> Task prompt
Once the pictures are set aside, copy the records below exactly as they stand.
== == ==
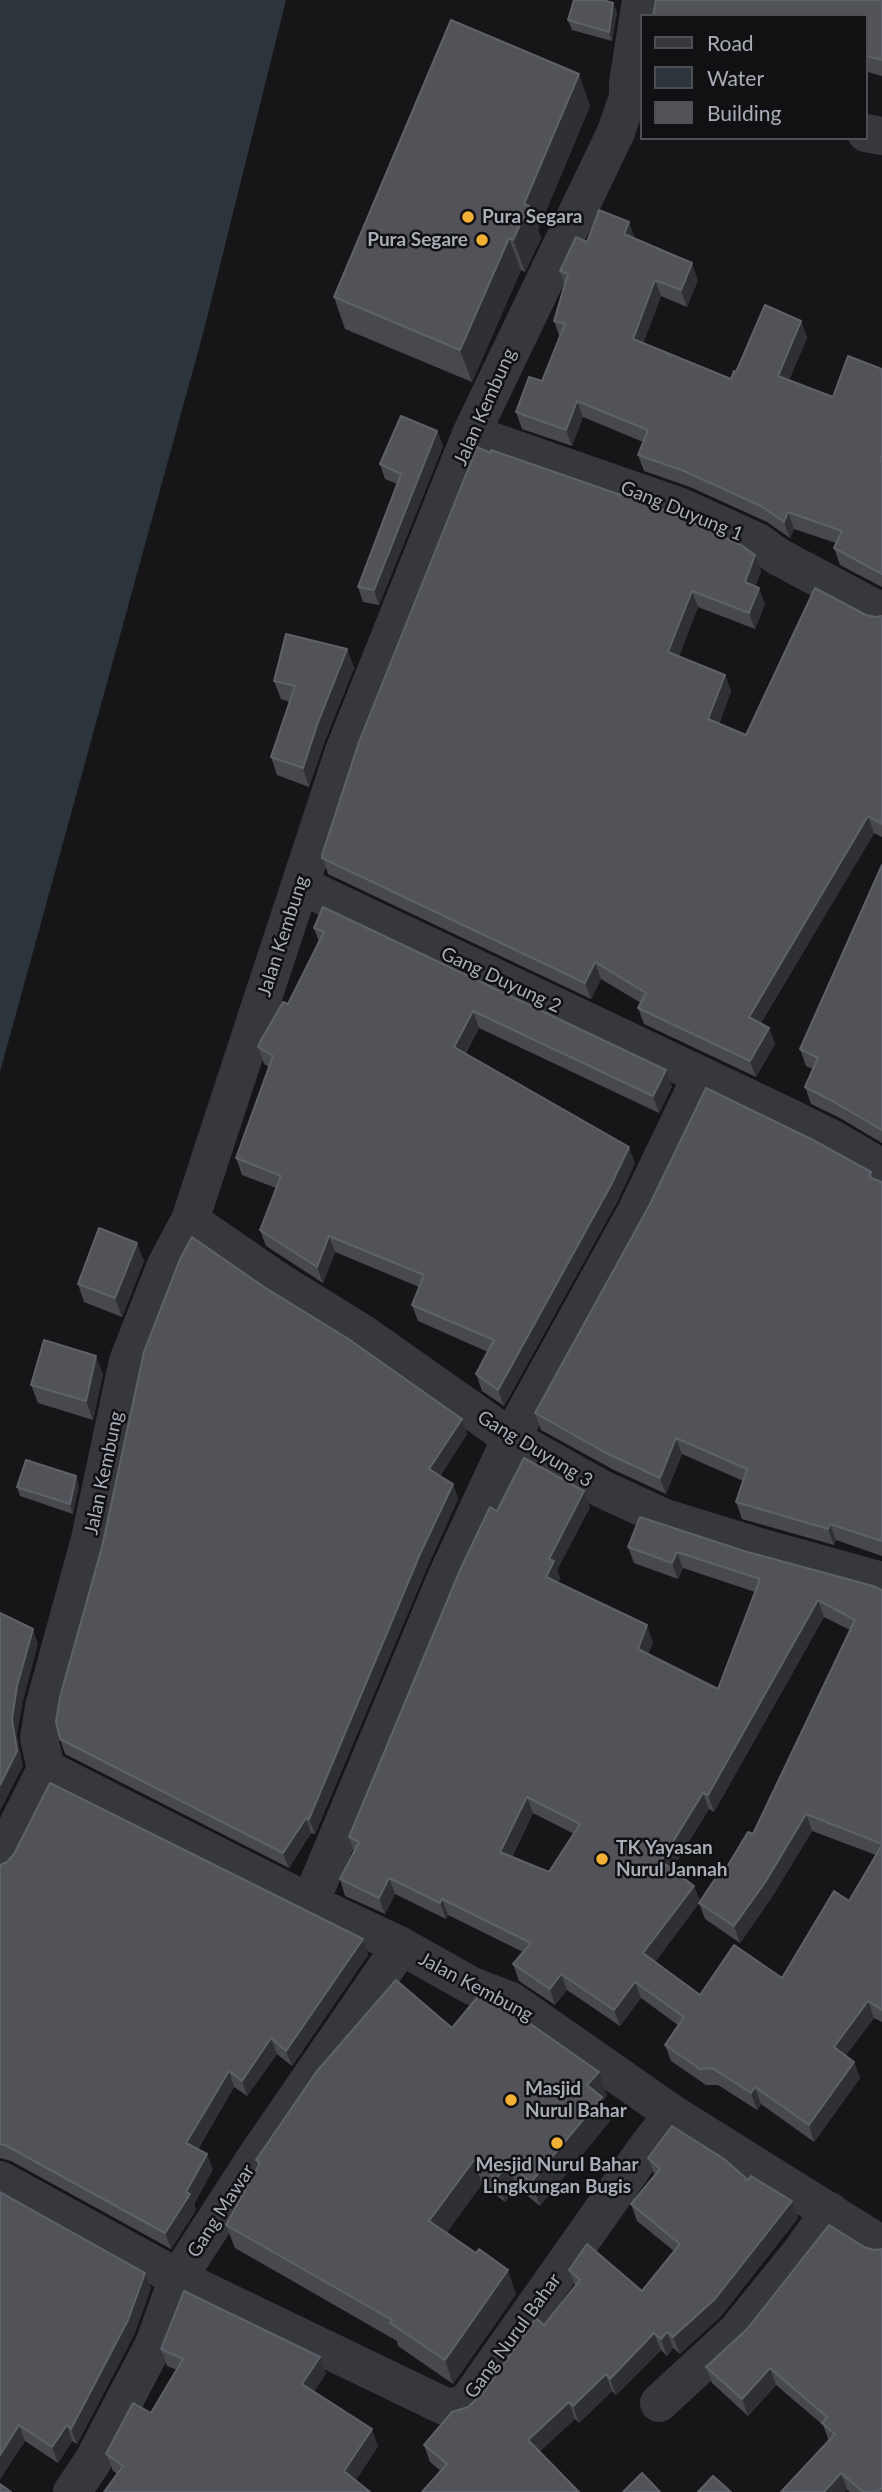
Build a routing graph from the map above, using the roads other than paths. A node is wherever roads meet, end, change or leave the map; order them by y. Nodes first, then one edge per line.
1 (640, 14) edge
2 (635, 85) edge
3 (471, 434) junction
4 (882, 611) edge
5 (300, 885) junction
6 (701, 1077) junction
7 (882, 1168) edge
8 (190, 1220) junction
9 (511, 1438) junction
10 (882, 1581) edge
11 (46, 1769) junction
12 (0, 1860) edge
13 (310, 1903) junction
14 (401, 1946) junction
15 (673, 2114) junction
16 (0, 2180) edge
17 (830, 2211) junction
18 (882, 2245) edge
19 (178, 2278) junction
20 (659, 2403) dead end
21 (72, 2492) edge

1 - 2 street, Jalan Kembung
2 - 3 street, Jalan Kembung
3 - 4 street, Gang Duyung 1
3 - 5 street, Jalan Kembung
5 - 6 street, Gang Duyung 2
5 - 8 street, Jalan Kembung
6 - 7 street, Gang Duyung 2
6 - 9 street
8 - 9 street, Gang Duyung 3
8 - 11 street, Jalan Kembung
9 - 10 street, Gang Duyung 3
9 - 13 street
11 - 12 street
11 - 13 street, Jalan Kembung
13 - 14 street, Jalan Kembung
14 - 15 street, Jalan Kembung
14 - 19 street, Gang Mawar
15 - 17 street, Jalan Kembung
15 - 19 street, Gang Nurul Bahar
16 - 19 street
17 - 18 street, Jalan Kembung
17 - 20 street
19 - 21 street, Gang Mawar

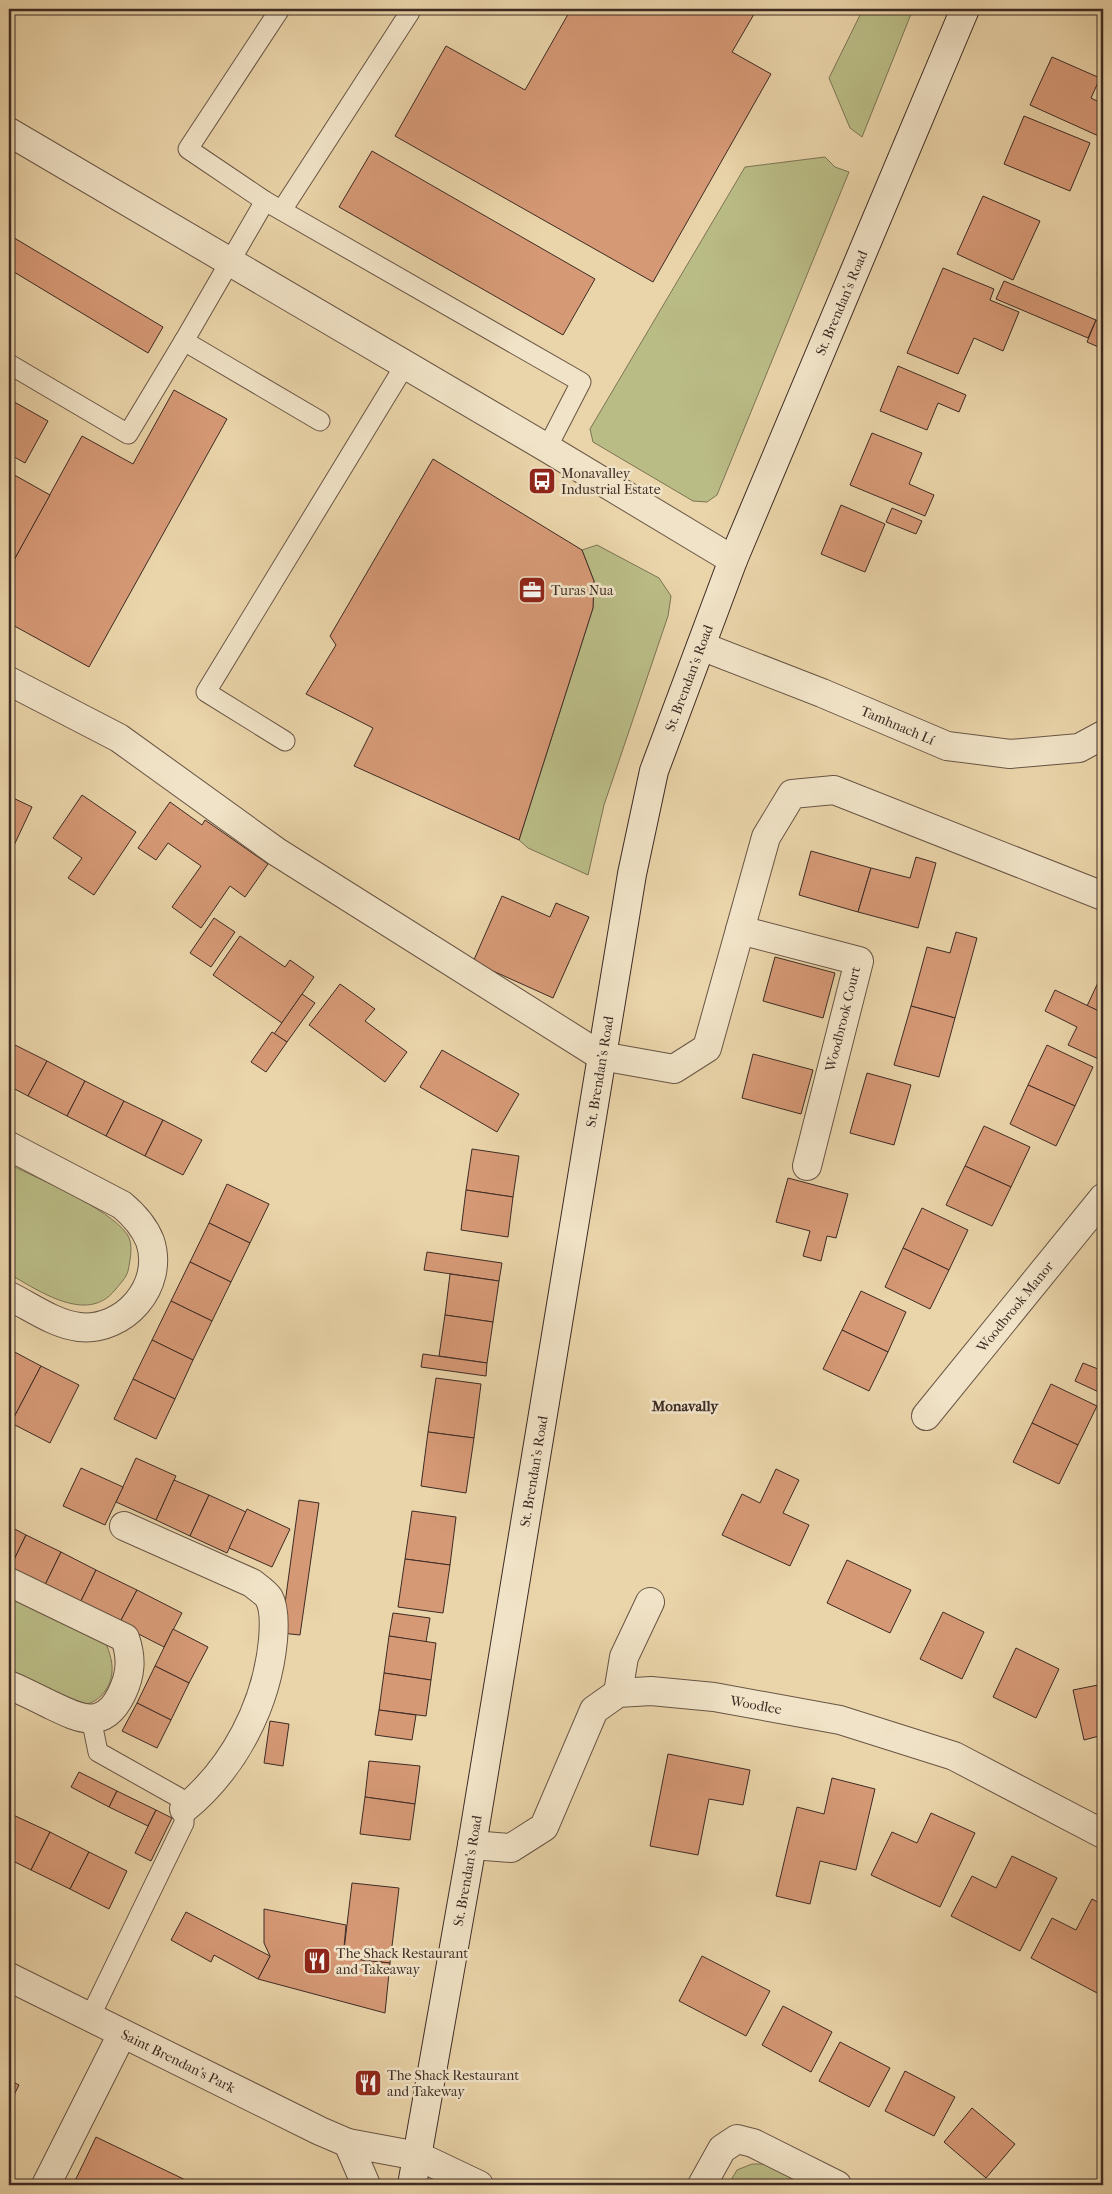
== == ==
> Solution to this problem
Build a routing graph from the map above, using the roads other than paths. A node is wherever roads meet, end, change or leave the map; order them by y. Nodes first, then one edge per line.
1 (640, 14) edge
2 (635, 85) edge
3 (471, 434) junction
4 (882, 611) edge
5 (300, 885) junction
6 (701, 1077) junction
7 (882, 1168) edge
8 (190, 1220) junction
9 (511, 1438) junction
10 (882, 1581) edge
11 (46, 1769) junction
12 (0, 1860) edge
13 (310, 1903) junction
14 (401, 1946) junction
15 (673, 2114) junction
16 (0, 2180) edge
17 (830, 2211) junction
18 (882, 2245) edge
19 (178, 2278) junction
20 (659, 2403) dead end
21 (72, 2492) edge

1 - 2 street, Jalan Kembung
2 - 3 street, Jalan Kembung
3 - 4 street, Gang Duyung 1
3 - 5 street, Jalan Kembung
5 - 6 street, Gang Duyung 2
5 - 8 street, Jalan Kembung
6 - 7 street, Gang Duyung 2
6 - 9 street
8 - 9 street, Gang Duyung 3
8 - 11 street, Jalan Kembung
9 - 10 street, Gang Duyung 3
9 - 13 street
11 - 12 street
11 - 13 street, Jalan Kembung
13 - 14 street, Jalan Kembung
14 - 15 street, Jalan Kembung
14 - 19 street, Gang Mawar
15 - 17 street, Jalan Kembung
15 - 19 street, Gang Nurul Bahar
16 - 19 street
17 - 18 street, Jalan Kembung
17 - 20 street
19 - 21 street, Gang Mawar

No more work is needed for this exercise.